- **Goal of the exercise**:
Return the lines below in which the string "from" occurs.

[[ Record set open ]]

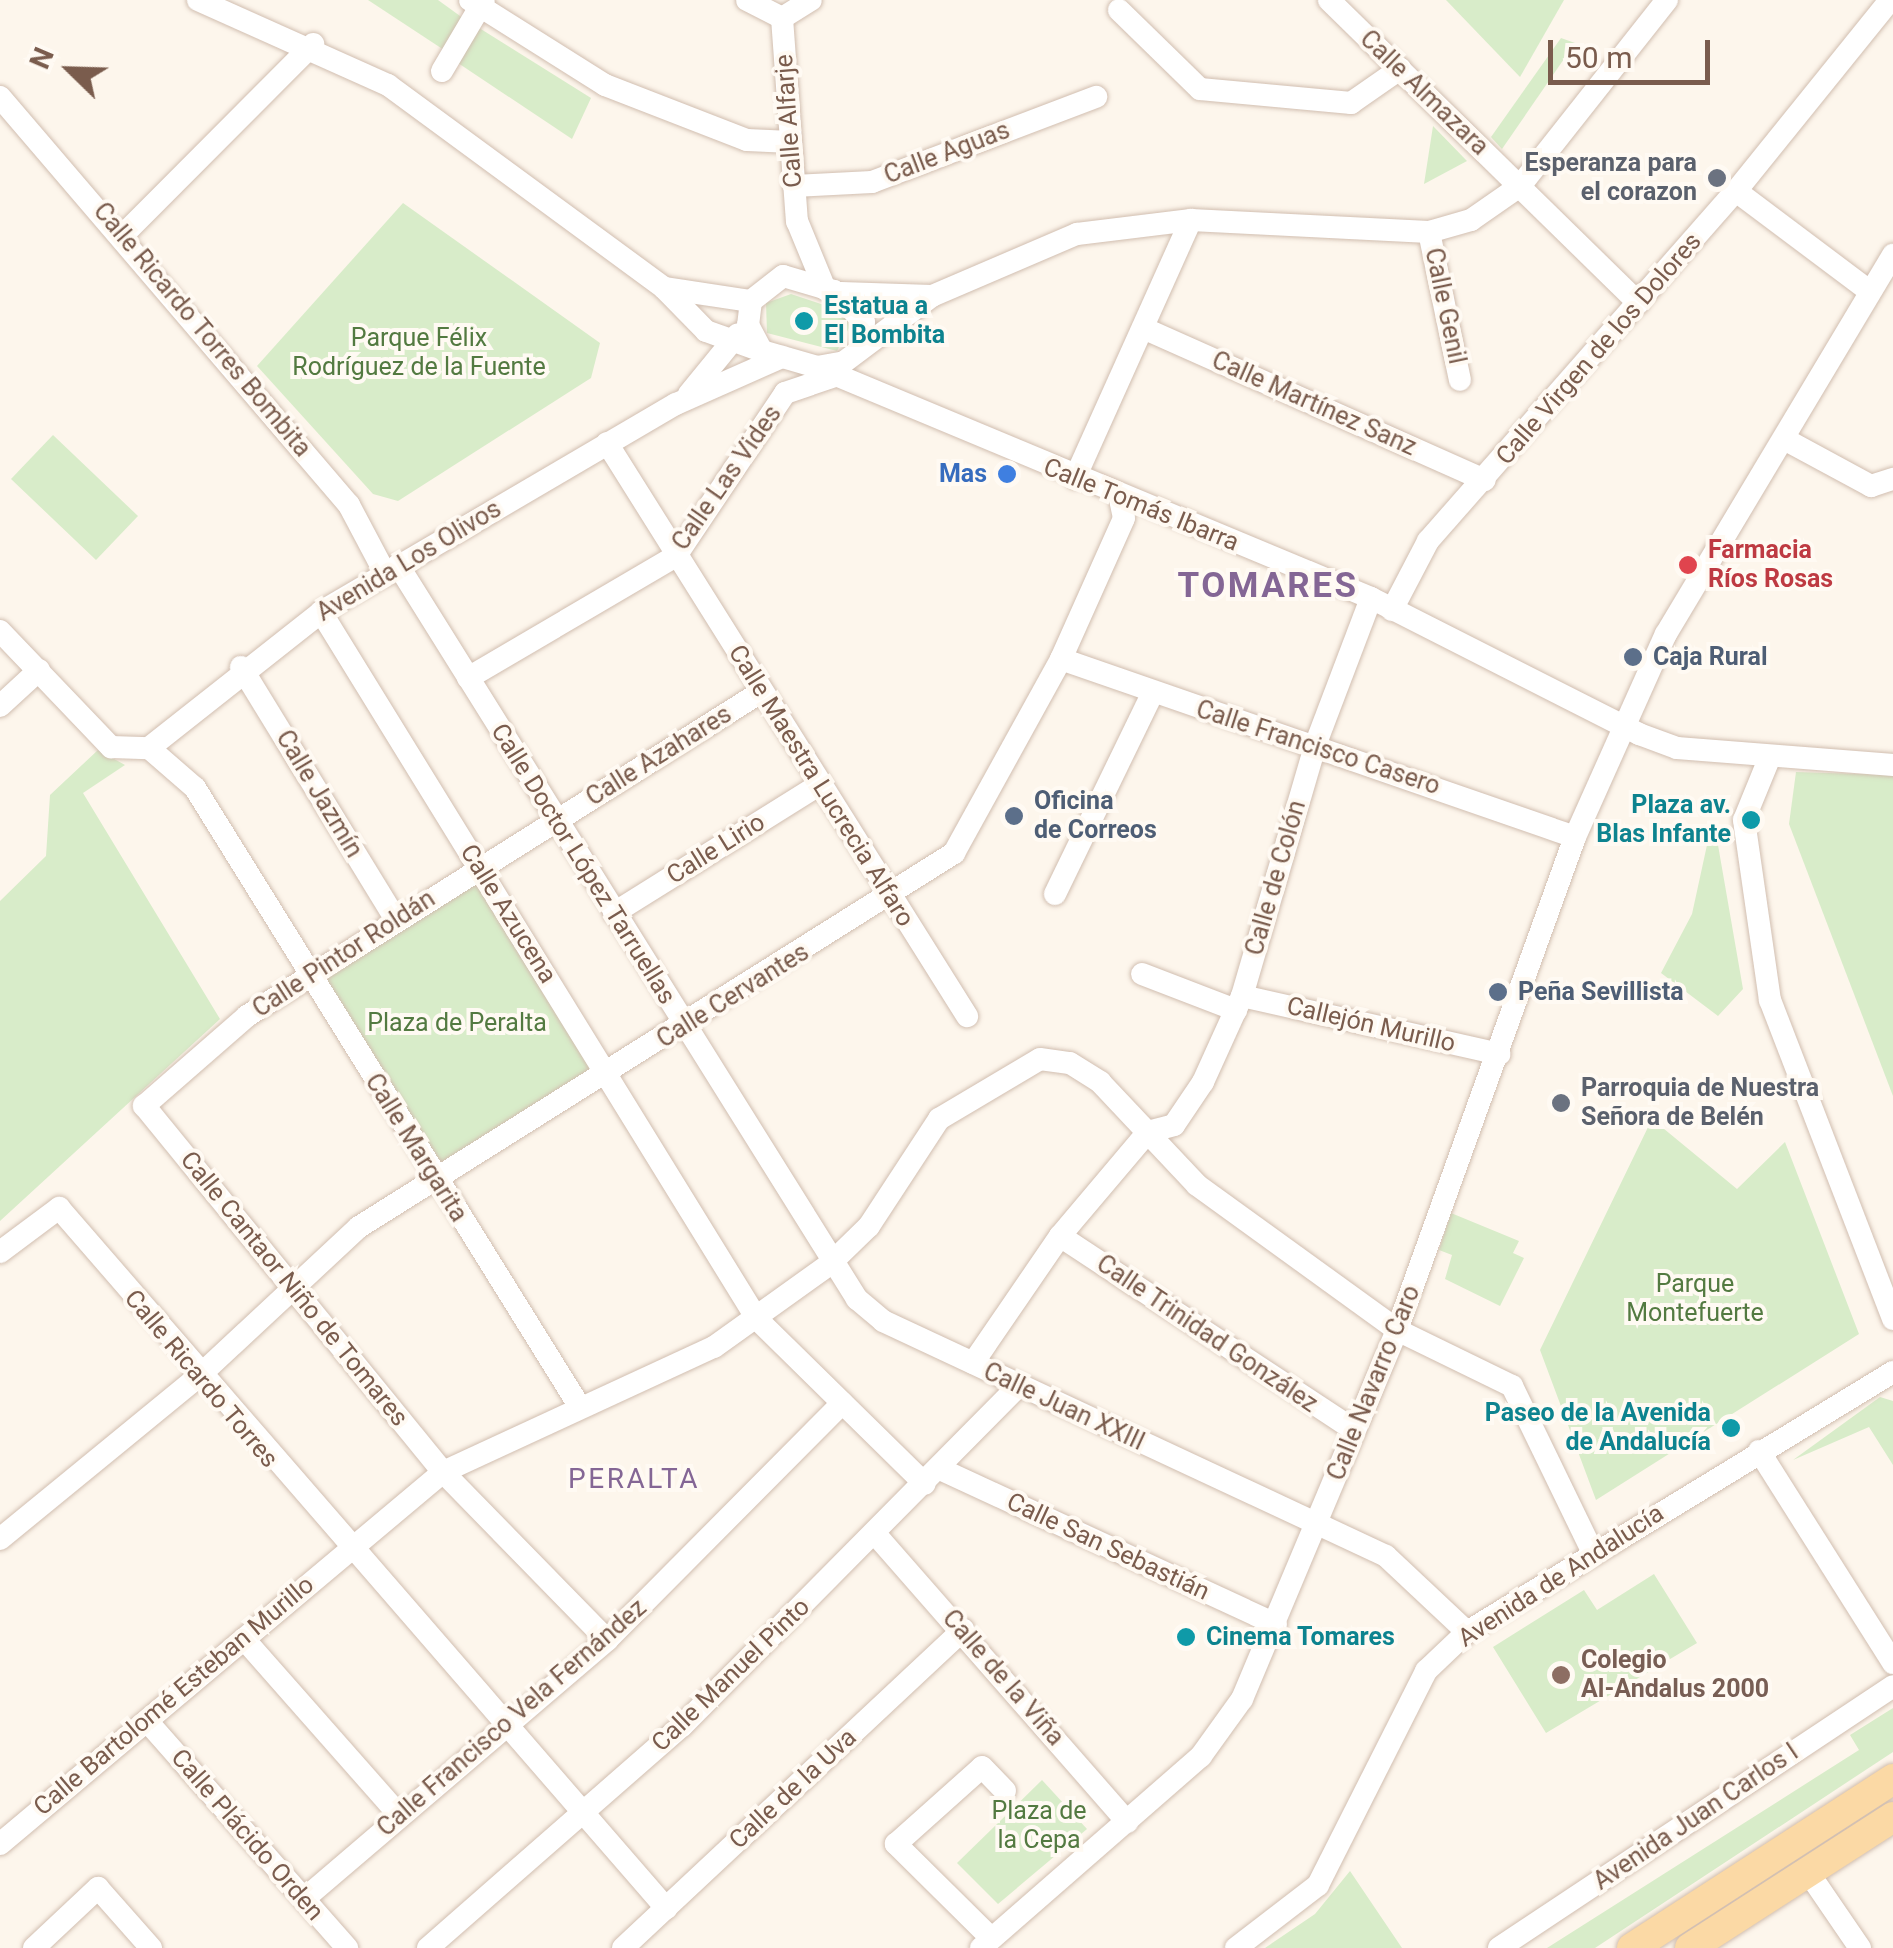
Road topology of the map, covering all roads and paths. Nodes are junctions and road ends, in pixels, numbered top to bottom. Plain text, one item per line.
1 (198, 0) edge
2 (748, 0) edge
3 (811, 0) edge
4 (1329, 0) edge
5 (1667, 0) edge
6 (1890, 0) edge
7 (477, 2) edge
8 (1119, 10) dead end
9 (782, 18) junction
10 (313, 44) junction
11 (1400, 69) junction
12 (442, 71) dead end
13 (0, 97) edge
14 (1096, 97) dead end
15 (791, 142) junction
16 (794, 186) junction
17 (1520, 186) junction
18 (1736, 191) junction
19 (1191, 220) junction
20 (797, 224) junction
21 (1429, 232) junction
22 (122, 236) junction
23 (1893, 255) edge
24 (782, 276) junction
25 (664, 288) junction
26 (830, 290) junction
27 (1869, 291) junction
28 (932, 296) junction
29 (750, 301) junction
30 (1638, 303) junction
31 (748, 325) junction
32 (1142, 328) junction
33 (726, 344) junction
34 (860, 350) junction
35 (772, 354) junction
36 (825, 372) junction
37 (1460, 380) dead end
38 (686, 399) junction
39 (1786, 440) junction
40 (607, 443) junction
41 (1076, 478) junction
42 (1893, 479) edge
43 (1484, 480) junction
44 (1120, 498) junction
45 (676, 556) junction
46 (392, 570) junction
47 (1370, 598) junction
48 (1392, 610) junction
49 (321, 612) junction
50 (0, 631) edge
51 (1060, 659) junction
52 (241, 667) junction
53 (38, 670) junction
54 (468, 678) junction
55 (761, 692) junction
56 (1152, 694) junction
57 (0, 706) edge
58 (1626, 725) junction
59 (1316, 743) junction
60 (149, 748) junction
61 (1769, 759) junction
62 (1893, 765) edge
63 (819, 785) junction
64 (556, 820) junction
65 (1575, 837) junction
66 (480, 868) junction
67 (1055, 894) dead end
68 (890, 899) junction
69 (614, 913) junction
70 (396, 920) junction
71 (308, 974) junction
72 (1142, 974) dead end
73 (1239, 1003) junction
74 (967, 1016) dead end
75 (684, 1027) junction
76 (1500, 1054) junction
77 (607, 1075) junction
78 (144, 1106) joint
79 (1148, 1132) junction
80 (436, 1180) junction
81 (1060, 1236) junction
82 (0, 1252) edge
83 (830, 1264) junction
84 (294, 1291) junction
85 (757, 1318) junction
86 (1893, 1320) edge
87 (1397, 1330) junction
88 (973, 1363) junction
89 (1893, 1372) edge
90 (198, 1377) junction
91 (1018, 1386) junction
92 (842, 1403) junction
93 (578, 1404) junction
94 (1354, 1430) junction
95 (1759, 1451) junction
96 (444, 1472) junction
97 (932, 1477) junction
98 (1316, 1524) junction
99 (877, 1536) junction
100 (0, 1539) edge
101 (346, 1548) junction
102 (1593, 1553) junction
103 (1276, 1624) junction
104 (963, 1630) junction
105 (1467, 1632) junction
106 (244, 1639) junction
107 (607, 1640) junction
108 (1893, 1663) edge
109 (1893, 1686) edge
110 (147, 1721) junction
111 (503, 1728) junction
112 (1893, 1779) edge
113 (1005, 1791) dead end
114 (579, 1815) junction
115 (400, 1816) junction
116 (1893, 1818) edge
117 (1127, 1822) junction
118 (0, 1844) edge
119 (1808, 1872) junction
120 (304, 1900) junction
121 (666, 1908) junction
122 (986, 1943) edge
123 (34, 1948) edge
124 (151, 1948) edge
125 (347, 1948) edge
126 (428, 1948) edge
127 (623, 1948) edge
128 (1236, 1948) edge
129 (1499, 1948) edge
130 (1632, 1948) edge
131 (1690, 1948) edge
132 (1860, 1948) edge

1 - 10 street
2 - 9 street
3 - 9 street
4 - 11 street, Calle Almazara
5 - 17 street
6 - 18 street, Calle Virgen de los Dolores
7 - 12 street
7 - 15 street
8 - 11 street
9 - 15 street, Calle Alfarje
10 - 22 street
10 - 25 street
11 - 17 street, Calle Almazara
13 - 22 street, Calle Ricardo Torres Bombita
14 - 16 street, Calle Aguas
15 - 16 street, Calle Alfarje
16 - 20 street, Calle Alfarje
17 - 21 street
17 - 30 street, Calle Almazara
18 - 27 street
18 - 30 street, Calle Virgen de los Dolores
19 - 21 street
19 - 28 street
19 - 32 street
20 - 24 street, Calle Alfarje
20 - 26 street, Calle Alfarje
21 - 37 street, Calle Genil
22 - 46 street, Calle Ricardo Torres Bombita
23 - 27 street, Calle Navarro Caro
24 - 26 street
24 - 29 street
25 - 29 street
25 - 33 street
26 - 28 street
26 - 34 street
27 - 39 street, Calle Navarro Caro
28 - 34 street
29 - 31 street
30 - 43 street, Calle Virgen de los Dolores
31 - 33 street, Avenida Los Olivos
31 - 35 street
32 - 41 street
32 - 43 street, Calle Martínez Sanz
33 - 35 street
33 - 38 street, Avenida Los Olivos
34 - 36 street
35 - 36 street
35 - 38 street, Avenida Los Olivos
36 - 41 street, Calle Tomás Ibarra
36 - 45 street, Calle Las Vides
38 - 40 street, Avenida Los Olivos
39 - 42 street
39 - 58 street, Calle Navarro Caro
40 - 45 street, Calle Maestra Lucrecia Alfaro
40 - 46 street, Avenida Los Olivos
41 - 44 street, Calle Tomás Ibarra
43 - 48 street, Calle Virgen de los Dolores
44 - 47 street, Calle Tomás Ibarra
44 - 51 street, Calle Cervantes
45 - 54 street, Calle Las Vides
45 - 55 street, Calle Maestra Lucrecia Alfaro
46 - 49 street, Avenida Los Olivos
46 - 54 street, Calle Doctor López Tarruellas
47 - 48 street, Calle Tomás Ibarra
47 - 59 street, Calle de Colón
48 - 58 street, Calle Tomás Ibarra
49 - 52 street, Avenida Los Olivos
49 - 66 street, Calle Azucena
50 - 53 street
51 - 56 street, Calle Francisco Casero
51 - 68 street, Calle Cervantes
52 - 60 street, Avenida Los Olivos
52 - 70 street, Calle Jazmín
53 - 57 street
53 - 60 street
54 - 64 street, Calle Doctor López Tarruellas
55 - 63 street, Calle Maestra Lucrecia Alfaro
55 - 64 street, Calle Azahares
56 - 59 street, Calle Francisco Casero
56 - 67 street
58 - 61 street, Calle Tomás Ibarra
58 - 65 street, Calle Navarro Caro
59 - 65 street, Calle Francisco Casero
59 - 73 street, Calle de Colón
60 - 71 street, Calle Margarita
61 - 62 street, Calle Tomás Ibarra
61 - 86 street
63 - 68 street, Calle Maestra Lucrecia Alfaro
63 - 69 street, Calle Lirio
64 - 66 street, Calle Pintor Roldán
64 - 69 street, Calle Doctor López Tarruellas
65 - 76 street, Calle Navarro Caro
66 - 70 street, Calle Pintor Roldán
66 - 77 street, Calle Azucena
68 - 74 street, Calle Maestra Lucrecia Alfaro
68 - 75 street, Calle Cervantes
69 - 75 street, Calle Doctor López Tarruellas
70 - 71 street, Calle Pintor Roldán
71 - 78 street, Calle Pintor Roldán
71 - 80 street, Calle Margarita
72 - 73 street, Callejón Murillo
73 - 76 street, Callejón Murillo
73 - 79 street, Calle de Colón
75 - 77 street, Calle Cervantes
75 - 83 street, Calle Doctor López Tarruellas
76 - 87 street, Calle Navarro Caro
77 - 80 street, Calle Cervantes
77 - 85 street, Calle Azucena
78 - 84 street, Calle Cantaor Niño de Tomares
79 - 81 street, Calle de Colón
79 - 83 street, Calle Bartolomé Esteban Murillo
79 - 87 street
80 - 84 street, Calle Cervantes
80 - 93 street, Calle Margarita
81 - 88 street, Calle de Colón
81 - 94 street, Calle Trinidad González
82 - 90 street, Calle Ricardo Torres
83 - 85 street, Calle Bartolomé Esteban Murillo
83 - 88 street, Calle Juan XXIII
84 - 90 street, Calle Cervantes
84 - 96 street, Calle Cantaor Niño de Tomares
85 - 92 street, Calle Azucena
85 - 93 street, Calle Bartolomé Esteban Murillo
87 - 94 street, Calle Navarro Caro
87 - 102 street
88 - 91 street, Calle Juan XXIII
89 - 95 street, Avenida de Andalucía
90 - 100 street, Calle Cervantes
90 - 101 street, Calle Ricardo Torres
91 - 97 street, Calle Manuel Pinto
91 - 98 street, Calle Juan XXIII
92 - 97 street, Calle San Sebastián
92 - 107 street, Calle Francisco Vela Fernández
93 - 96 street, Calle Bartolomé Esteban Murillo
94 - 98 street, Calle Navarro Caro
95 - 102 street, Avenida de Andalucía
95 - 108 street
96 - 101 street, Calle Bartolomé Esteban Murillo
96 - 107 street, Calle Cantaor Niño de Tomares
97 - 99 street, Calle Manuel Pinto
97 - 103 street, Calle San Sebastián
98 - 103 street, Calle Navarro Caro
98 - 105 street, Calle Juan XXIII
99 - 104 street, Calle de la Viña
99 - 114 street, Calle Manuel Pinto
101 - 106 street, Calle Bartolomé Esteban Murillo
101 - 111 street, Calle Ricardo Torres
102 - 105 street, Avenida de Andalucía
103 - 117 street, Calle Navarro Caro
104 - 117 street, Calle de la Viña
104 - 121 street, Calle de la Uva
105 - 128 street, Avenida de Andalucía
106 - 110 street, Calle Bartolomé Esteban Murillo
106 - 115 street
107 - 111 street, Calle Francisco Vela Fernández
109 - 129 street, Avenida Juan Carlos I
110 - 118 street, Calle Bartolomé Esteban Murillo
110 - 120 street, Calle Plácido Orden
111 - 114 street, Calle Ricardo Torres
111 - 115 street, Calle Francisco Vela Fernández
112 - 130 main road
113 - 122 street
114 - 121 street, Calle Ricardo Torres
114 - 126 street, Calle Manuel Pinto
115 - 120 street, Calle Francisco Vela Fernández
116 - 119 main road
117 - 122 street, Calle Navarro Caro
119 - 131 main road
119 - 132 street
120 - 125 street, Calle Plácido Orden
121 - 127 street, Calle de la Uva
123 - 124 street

[[ Record set closed ]]
[[ Record set open ]]

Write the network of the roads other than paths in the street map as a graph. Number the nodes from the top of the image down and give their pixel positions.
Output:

[[ Record set closed ]]
[[ Record set open ]]

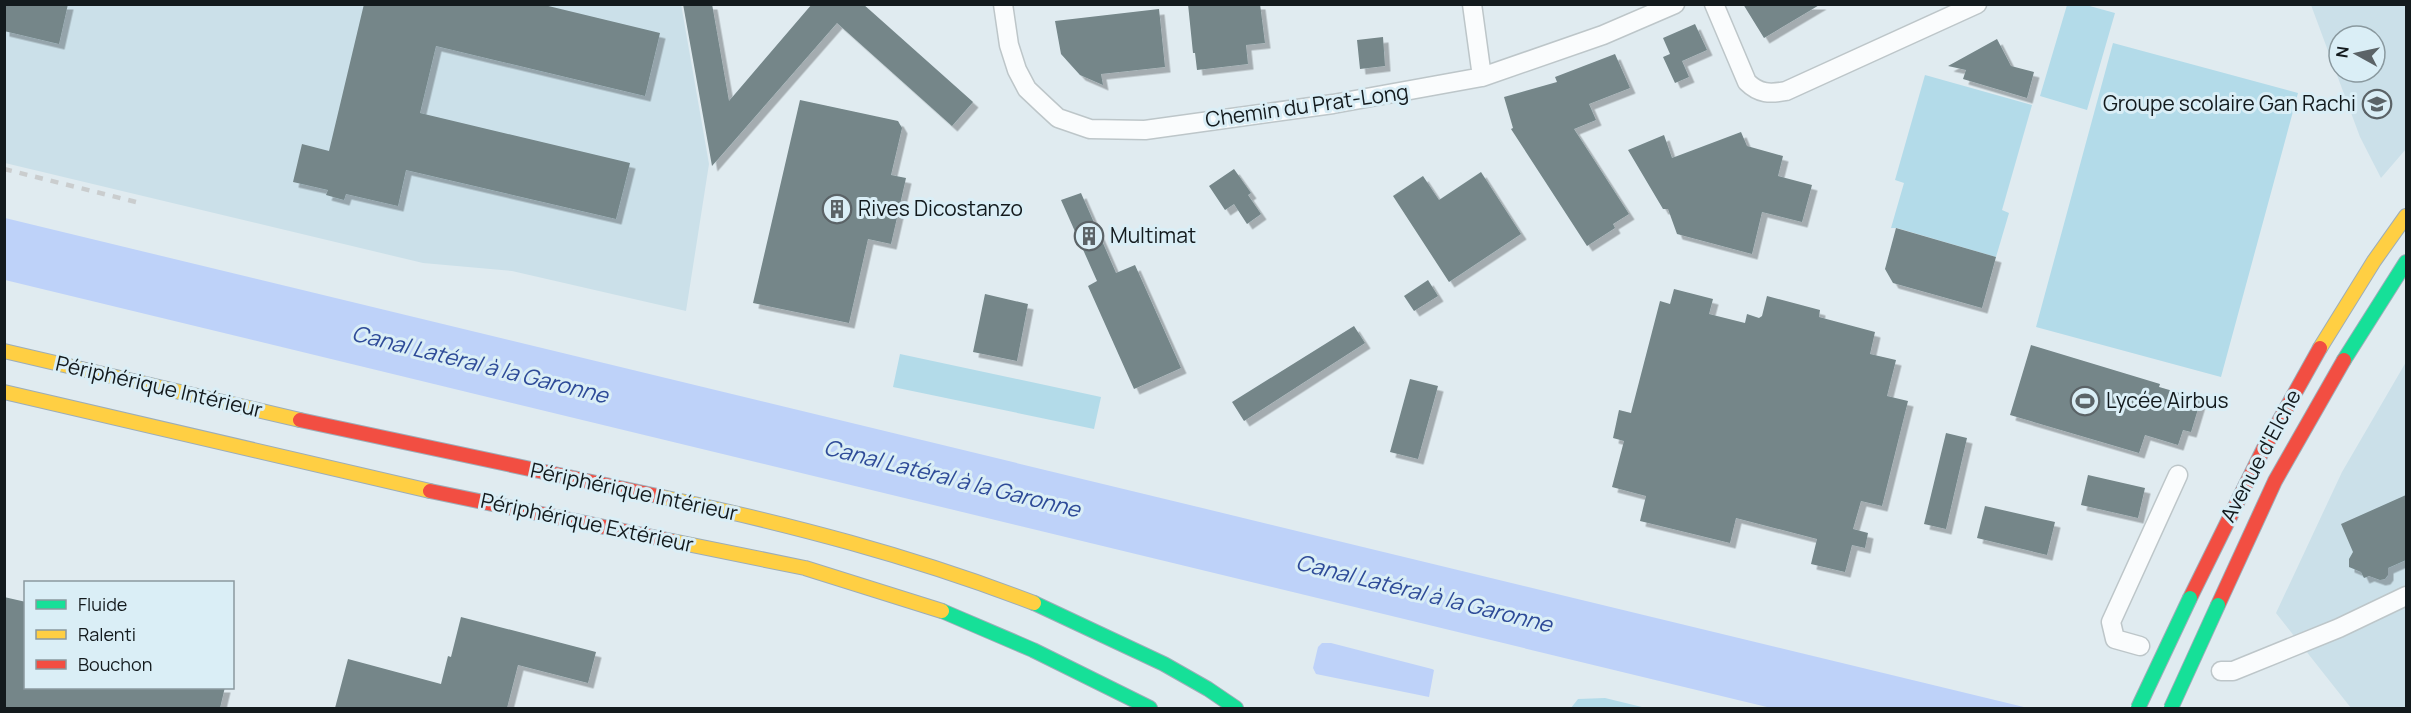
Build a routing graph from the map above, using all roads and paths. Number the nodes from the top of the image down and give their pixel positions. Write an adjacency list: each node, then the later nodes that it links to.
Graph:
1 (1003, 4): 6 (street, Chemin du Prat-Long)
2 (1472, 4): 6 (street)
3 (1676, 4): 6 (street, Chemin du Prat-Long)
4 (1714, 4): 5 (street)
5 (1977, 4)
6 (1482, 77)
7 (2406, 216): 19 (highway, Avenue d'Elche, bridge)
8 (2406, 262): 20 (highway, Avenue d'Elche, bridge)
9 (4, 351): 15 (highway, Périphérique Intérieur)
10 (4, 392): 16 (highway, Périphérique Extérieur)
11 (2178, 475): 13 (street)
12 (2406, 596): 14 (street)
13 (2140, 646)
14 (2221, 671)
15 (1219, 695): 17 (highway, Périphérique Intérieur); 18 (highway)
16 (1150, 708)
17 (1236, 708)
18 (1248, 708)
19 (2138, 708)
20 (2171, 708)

[[ Record set closed ]]

- **The answer**:
Write the network of the roads other than paths in the street map as a graph. Number the nodes from the top of the image down and give their pixel positions.
Build a routing graph from the map above, using all roads and paths. Number the nodes from the top of the image down and give their pixel positions. Write an adjacency list: each node, then the later nodes that it links to.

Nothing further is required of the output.